Sabihin dan Salihin Kembali ke Rumah
Sabihin (33) masih ingat dengan jelas ketika gempa besar mengguncang Nusa Tenggara Barat (NTB) akhir Juli 2018 lalu. Kala itu ia dan Fitriani, istrinya tengah asyik menonton siaran langsung balapan motor di layar televisi saat rumahnya terasa berguncang. Reflek, Fitriani berlari ke luar sementara Sabihin masih terpaku di tempat ia duduk. Sadar sang suami tak keluar rumah, Fitriani kembali ke dalam dan bergegas menarik suami keluar rumah. Belum jauh melangkah, rumah mereka hancur seketika.

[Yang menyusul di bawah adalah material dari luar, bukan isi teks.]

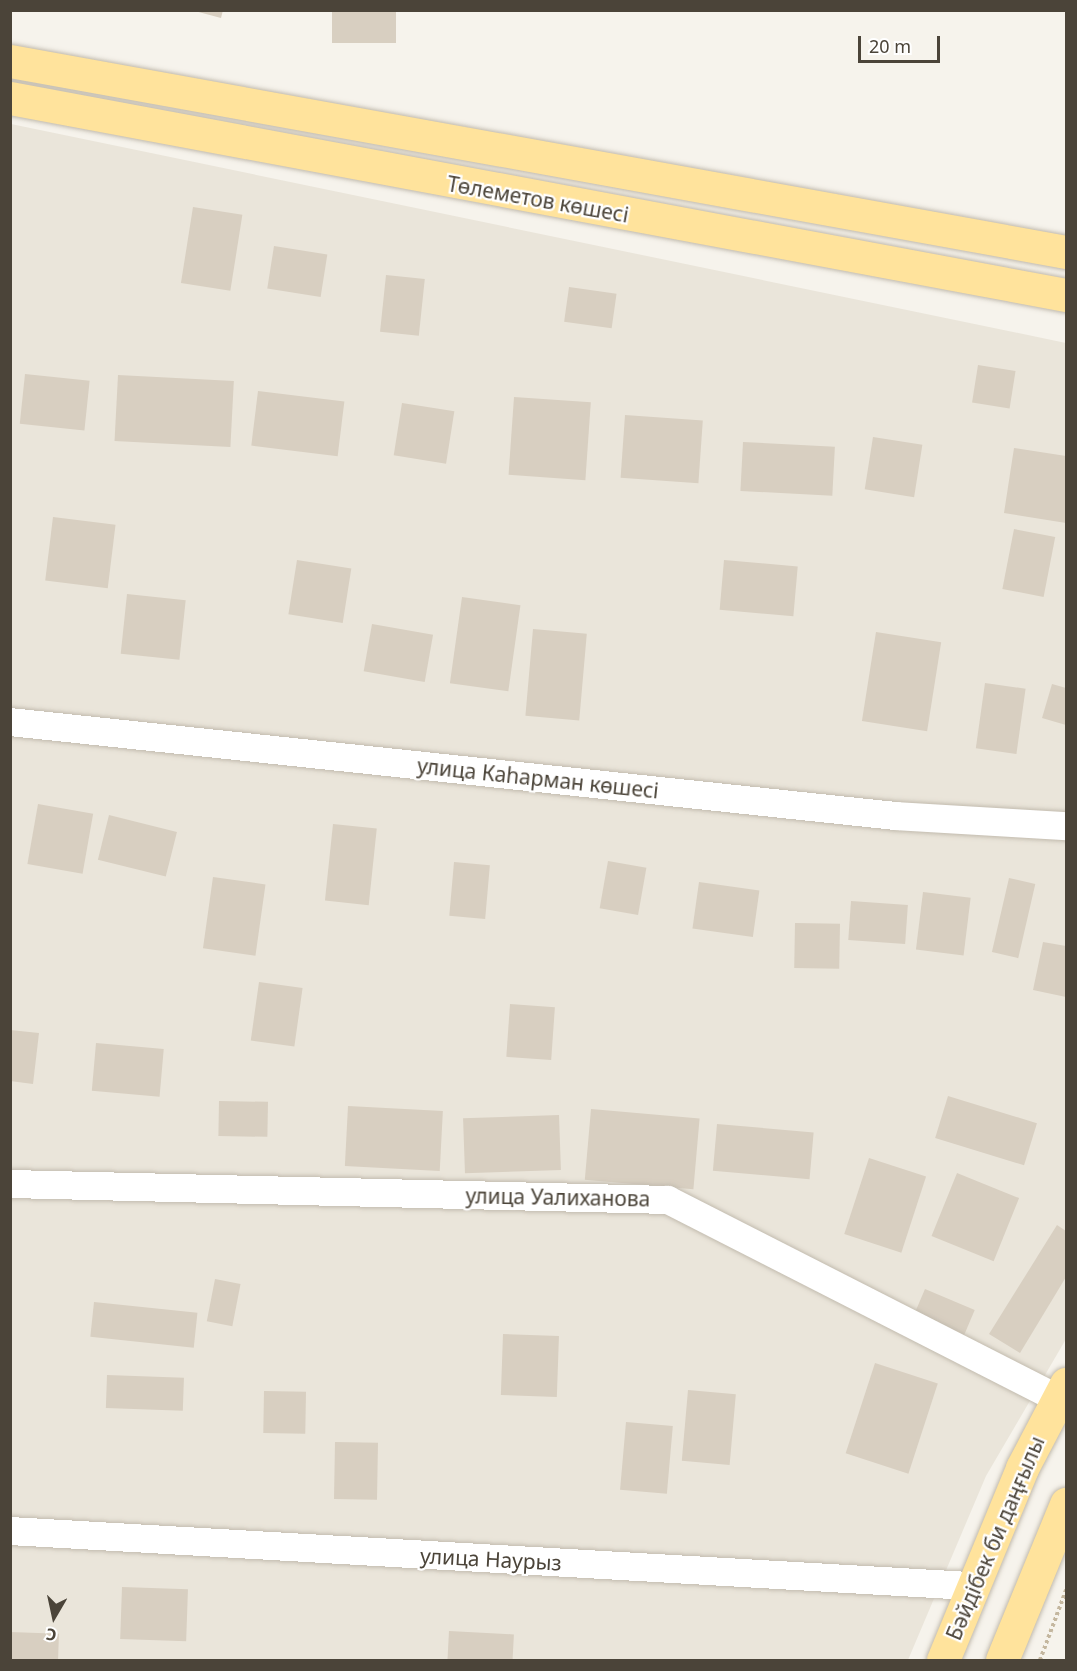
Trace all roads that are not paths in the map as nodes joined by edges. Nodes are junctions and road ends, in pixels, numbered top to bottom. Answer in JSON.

“Saya menyaksikan rumah hancur. Saat itu pikiran saya langsung kosong. Habis semua dalam pikiran saya saat itu,” ujarnya.
Ingatan Salihin (70) akan gempa yang mengguncang NTB juga masih terekam dengan baik. Dengan terbata, ia mengisahkan saat gempa menghancurkan rumahnya. Saat itu ia bersama istri dan anaknya sedang makan bersama. Baru seusai nasi masuk ke mulutnya saat bumi berguncang dengan hebat. Acara makan bersama pun berganti suasana mencekam. Sabihin serta istri dan warga lainnya berlari sejauh 1 km di tengah gelap gulita mencari daerah yang tinggi, mengingat rumor tsunami akan datang.
Sejak itu hari-hari Sabihin, Salihin serta masyarakat NTB dihabiskan dalam tenda pengungsian. Aktivitas mereka terhenti mengingat kerusakan yang parah di mana-mana. Empat bulan lamanya mereka tinggal di pengungsian. Selain menimbulkan korban jiwa dan kerugian secara ekonomi, gempa ini juga menimbulkan trauma mendalam pada warga. Mereka masih takut kembali membangun rumahnya mengingat gempa susulan masih kerap terjadi.
Reruntuhan rumah mereka biarkan saja hingga akhirnya PPPA Daarul Qur’an mencetuskan membangun kembali rumah warga dengan apa yang dinamakan rumah “recycle house”. PPPA Daarul Qur’an sendiri masuk ke NTB satu hari setelah gempa besar terjadi. Sejumlah aktivitas dari mulai evakuasi, recovery dan trauma healing dilakukan oleh salah satu lembaga pengelola zakat Nasional ini.
“Saat itu musim penghujan sudah di depan mata. Sementara warga masih trauma dan kesulitan membangun kembali rumah mereka. Hingga kami menginisiasi membangun rumah dengan konsep recycle house,” ujar General Manager Program PPPA Daarul Quran, Jahidin.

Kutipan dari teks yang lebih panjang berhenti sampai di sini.